▶ **PROBLEM TO WORK ON**:
Without changing a word, return the listing below, minus its images.
[DATA Boundary: Start]
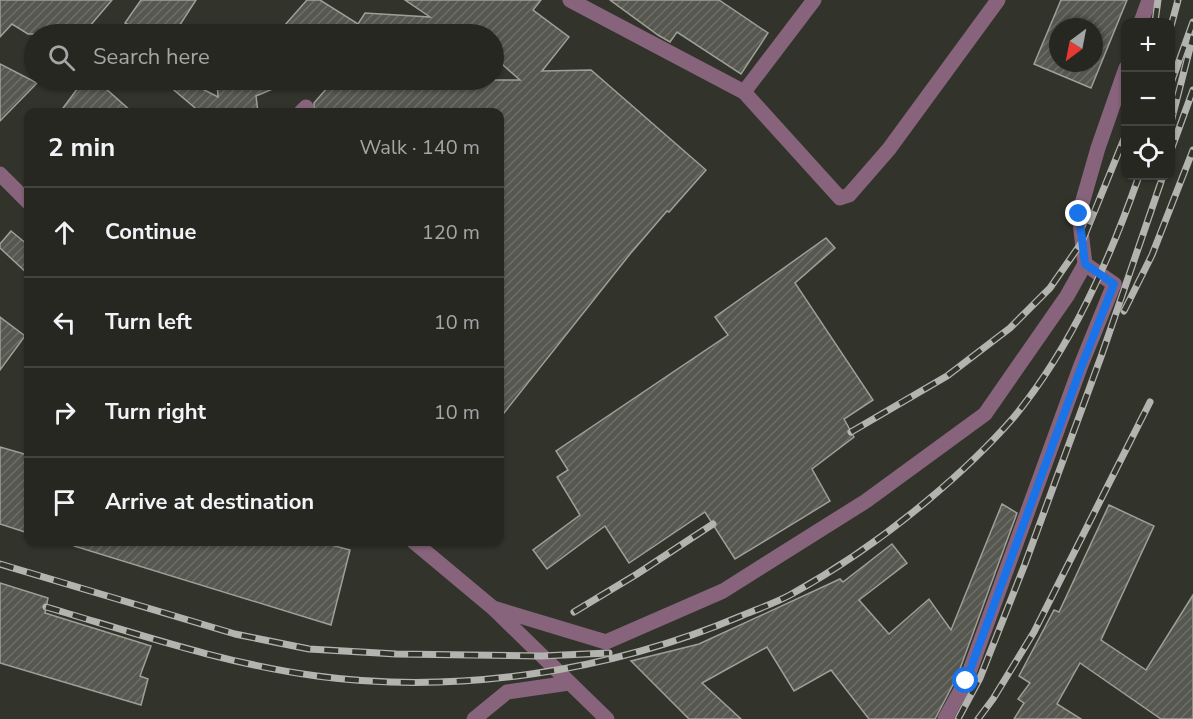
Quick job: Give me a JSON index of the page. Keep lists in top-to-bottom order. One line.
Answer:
{"north":"bottom left","page":{"map_buttons":["+","−"],"search":"Search here","heading":["2 min","Walk · 140 m"],"list":[["Continue","120 m"],["Turn left","10 m"],["Turn right","10 m"],"Arrive at destination"]}}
[DATA Boundary: End]
▶ **RESPONSE AREA**:
Quick job: Give me a JSON index of the page. Keep lists in top-to-bottom order. One line.
Answer:
{"north":"bottom left","page":{"map_buttons":["+","−"],"search":"Search here","heading":["2 min","Walk · 140 m"],"list":[["Continue","120 m"],["Turn left","10 m"],["Turn right","10 m"],"Arrive at destination"]}}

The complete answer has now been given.